Мы обе помолчали, потом мадам Лаво продолжила:
— Но, ты же понимаешь, все не просто так. Про бесплатный сыр ты в курсе…
— Могу поделиться орочьими ментальными практиками, — без промедления ответила я. — Две недели назад я еще была в Степи.
— Годится. Но не только со мной, ты приедешь сюда на один семестр, чтобы прочесть в Школе курс по менталу.
— Первокурсникам? Не смеши наши новые туфли!
— Третьему курсу боевиков и вуду, годится?
Разговор все больше походил на дуэль на шпагах. Укол, еще укол!
— Третий курс, — прикинула я. — То есть, через два года? Пойдет. Ну, если жива буду…
— Куда ты денешься… О, а вот и еда!
Что ж, экспертом в области кулинарии я не являюсь, просто люблю поесть. Но должна признать, креольская кухня меня впечатлила, наверное, навсегда. За запеченными устрицами и салатом из арбуза с копченым сыром последовали мясные шарики boudin из говядины и утки с маринованными огурчиками и ароматной и острой креольской горчицей, которые, в свою очередь, сменились гамбо. За гамбо нам принесли спаржу с хрустящими свиными ушками и жареными креветками. От джамбалайи я вынуждена была отказаться, а на карамельный пирог с орехами пекан только посмотрела с грустью.

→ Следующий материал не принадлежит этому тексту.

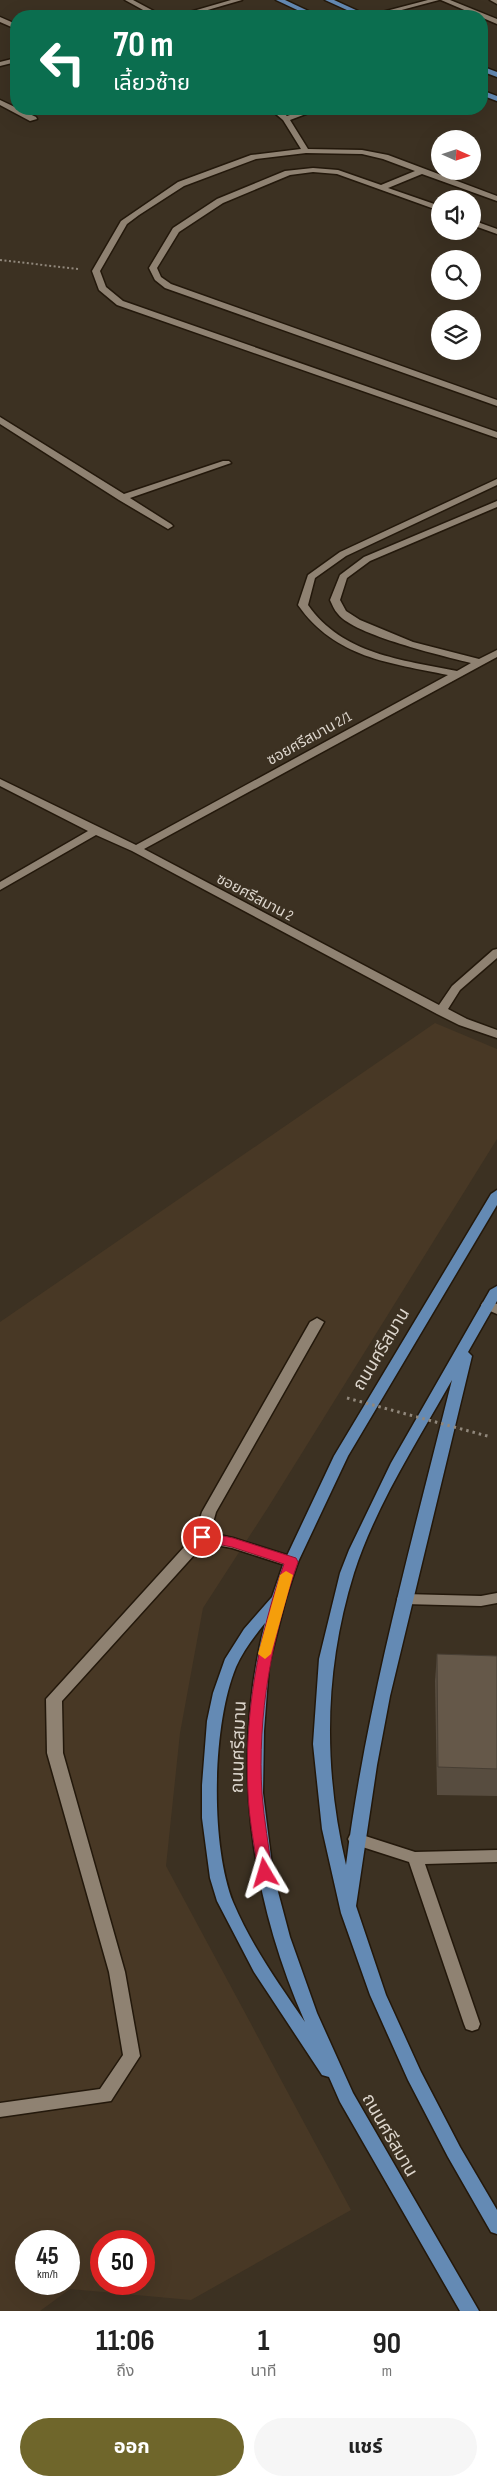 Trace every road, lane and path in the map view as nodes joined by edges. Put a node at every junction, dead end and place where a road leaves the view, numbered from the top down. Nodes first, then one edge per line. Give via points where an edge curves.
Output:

Тем временем, где-то между boudin и гамбо, пестрое многолюдье, заполнявшее Рынок, начало двигаться осмысленно и целенаправленно. Откуда-то среди этой толпы появились трое чрезвычайно пестро одетых персонажей на ходулях, увитых развевающимися лентами, и ловко раздвинули людскую массу, освобождая широкий проход. Вдалеке уже гремела музыка, взрывались литавры и пел хрипло саксофон. Толпа еще раздалась, и в проход въехала первая платформа, запряженная светло-гнедыми могучими лошадьми. На платформе среди цветов и корзин с фруктами стояли и приплясывали фигуры в масках, перьях, лентах, фантастически расшитых костюмах трех цветов — фиолетового, зеленого и золотого, и бросали вокруг длинные нити бус, блестящие монетки и еще какие-то мелкие предметы. За первой платформой пошла вторая, потом еще и еще, длинные фиолетовые плащи сменялись зелеными шортами, музыка гремела, пахло цветами, вином и жареным мясом. Платформа с оркестром остановилась прямо под нашим балконом. Саксофоны нестерпимо сверкали в солнечных лучах, выводя звенящие и ликующие ноты, сменяемые почти человеческим бормотанием. Пианист — да-да, на платформу был взгроможден настоящий рояль, белый, конечно — так вот, пианист сыграл арпеджио по всей клавиатуре снизу вверх, а потом сверху вниз. Бухнул большой барабан. Тут дирижер, громадный, словно орк, чернокожий в расшитом блестками зеленом фраке просигналил палочкой, оркестр разом смолк и дружно встал. Дирижер повернулся к нам, широко раскинул руки и низко поклонился мадам Лаво. Она вытащила белую розу из букета, стоявшего на столе, и бросила ему.